4. Be Careful of Hard Inquiries

When you apply for a new credit card or loan, you create a hard inquiry on your credit report. The financial institution that you are applying with will run a credit history check to see how you have done in the past with making payments. Each time this happens, you will see your credit score lower–even if you get approved. These hard inquiries will show up on your credit history for about two years. So, you should do some research to see if you have a good shot of being approved.

Before applying for several different credit cards or applying for an auto loan, see the requirements to qualify for acceptance. Most financial institutions are open and clear about who they approve for each credit card or loan type. Find this information and eliminate the ones you are uncertain if you would be approved for. This will help you to only have one hard inquiry on your report, as you get approved after the first application. On the other hand, if you know you will be applying for a loan in the next year or two, avoid making a hard inquiry as much as possible. This will keep your credit score high and will increase your chances of getting approved for your loan.

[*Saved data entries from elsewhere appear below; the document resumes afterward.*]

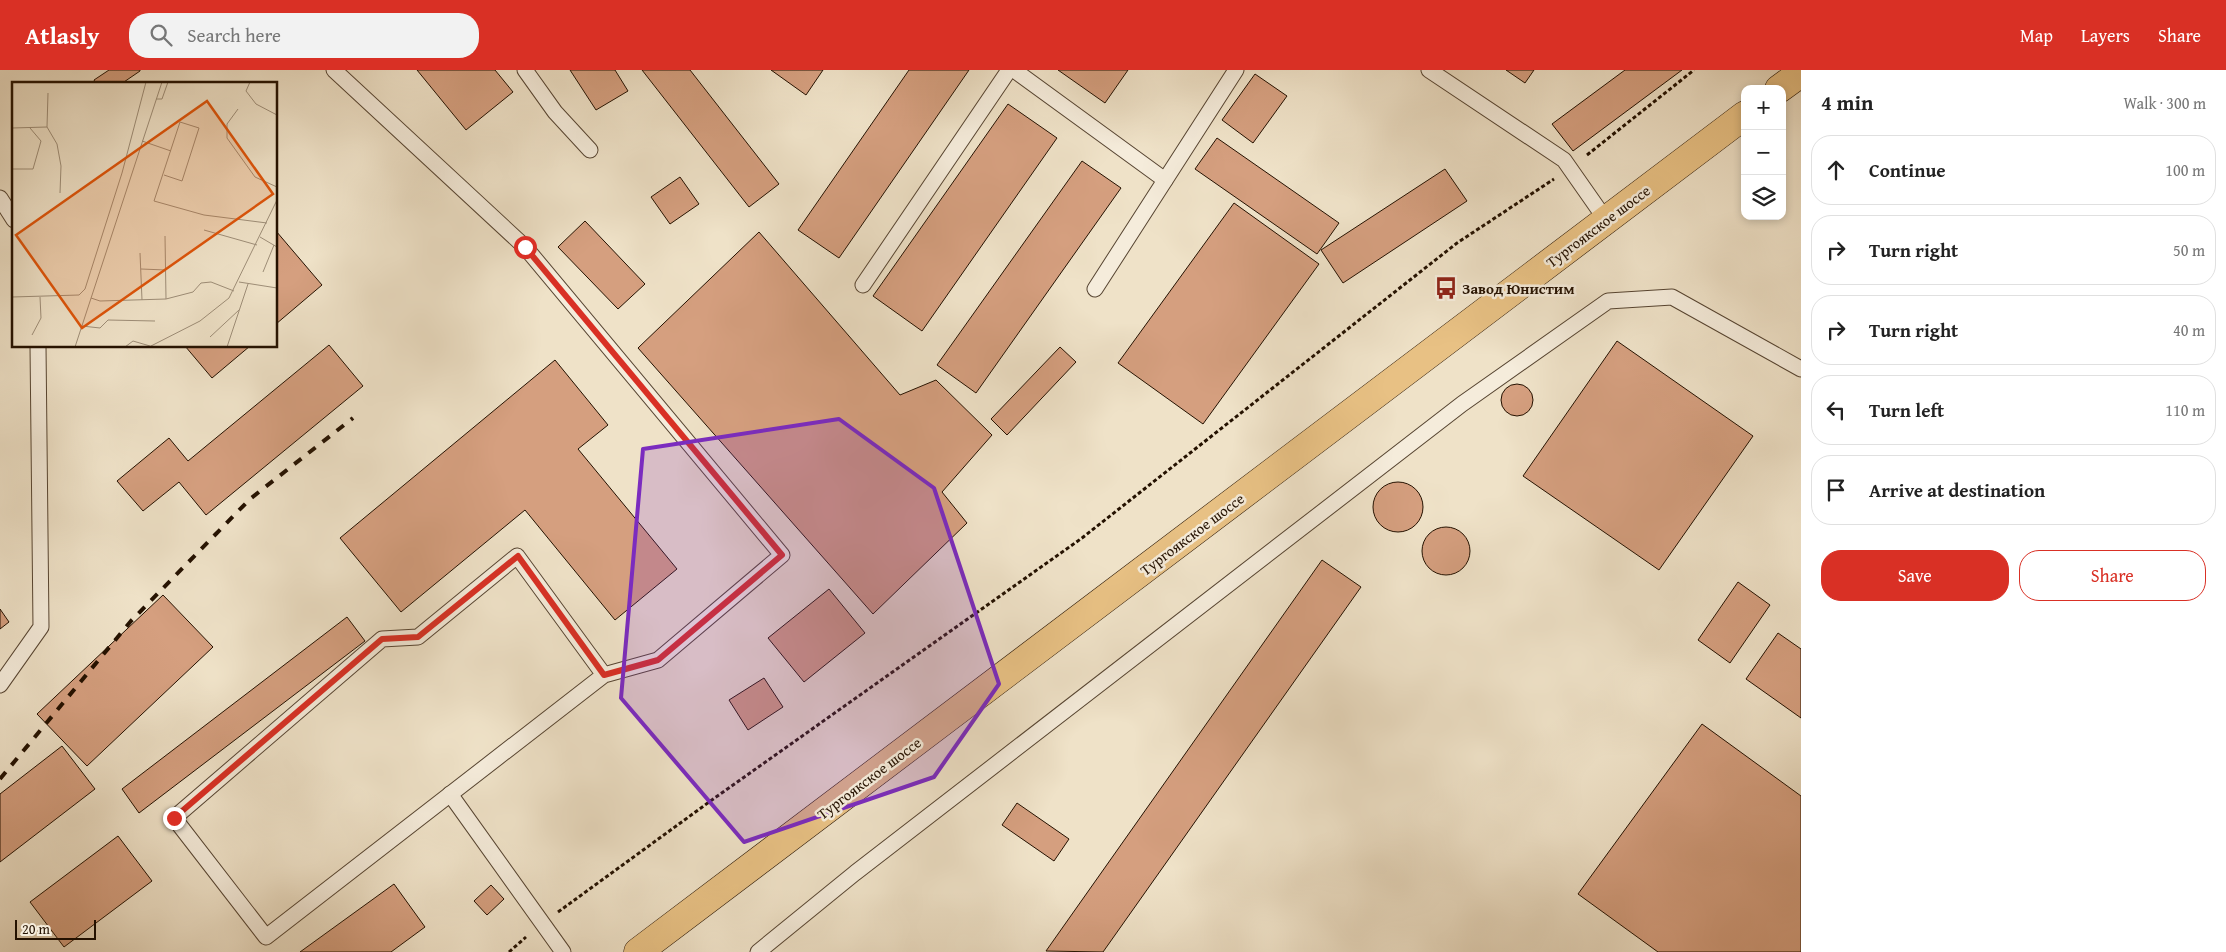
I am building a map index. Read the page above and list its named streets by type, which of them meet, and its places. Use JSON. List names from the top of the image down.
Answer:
{
  "streets": {
    "main road": ["Тургоякское шоссе"]
  },
  "places": {
    "bus stop": ["Завод Юнистим"]
  },
  "scale_bar": "20 m",
  "page": {
    "header": "Atlasly",
    "search": "Search here",
    "nav": ["Map", "Layers", "Share"],
    "heading": ["4 min", "Walk · 300 m"],
    "map_buttons": ["+", "−"],
    "list": [
      ["Continue", "100 m"],
      ["Turn right", "50 m"],
      ["Turn right", "40 m"],
      ["Turn left", "110 m"],
      "Arrive at destination"
    ],
    "buttons": ["Save", "Share"],
    "scale": "20 m"
  }
}
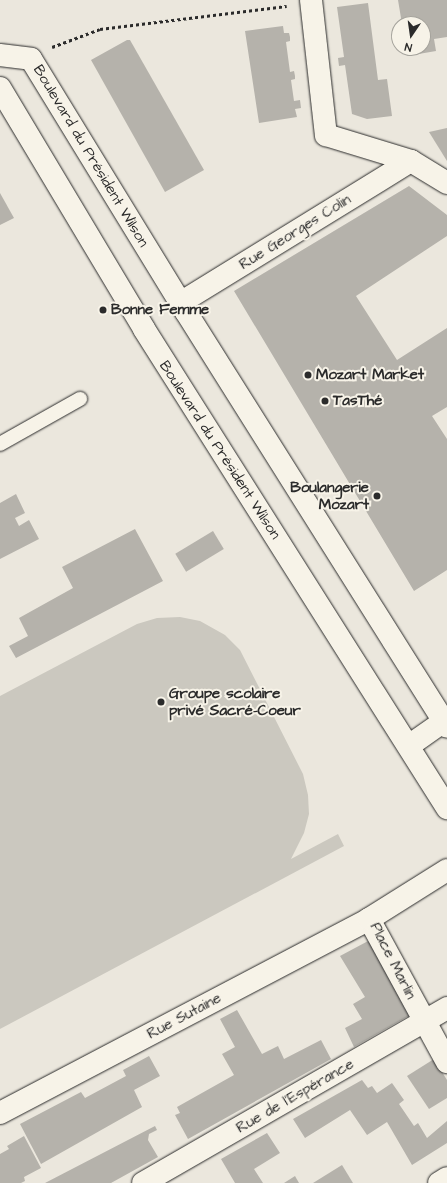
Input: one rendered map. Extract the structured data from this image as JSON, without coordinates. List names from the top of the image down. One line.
{"streets":{"street":["Boulevard du Président Wilson","Rue Georges Colin","Place Marlin","Rue Sutaine","Rue de l'Espérance"]},"crossings":[["Boulevard du Président Wilson","Rue Georges Colin"],["Place Marlin","Rue Sutaine"],["Place Marlin","Rue de l'Espérance"]],"places":["Bonne Femme","Mozart Market","TasThé","Boulangerie Mozart","Groupe scolaire privé Sacré-Coeur"],"north":"bottom"}
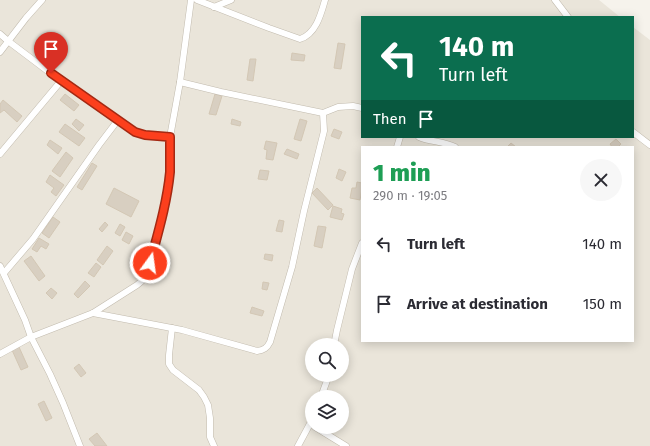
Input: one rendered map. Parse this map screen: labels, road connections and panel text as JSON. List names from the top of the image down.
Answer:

5. Keep Unused Credit Cards Open

Something that many people don’t know is that keeping unused credit card accounts open can be beneficial for their credit score. When you have a credit limit on one credit card but have no balance, your credit utilization rate will be lower. So, if your credit card has no annual fees, it may be a good idea to keep your old credit card around.

Raising Your Credit Score

As you set out on the journey of raising your credit score in 2020, keep in mind that your score will not increase overnight. While practicing techniques like paying your debts on time and maintaining a lower credit utilization will have a positive effect on your credit score, it will still take time and consistency to achieve and maintain a great credit score.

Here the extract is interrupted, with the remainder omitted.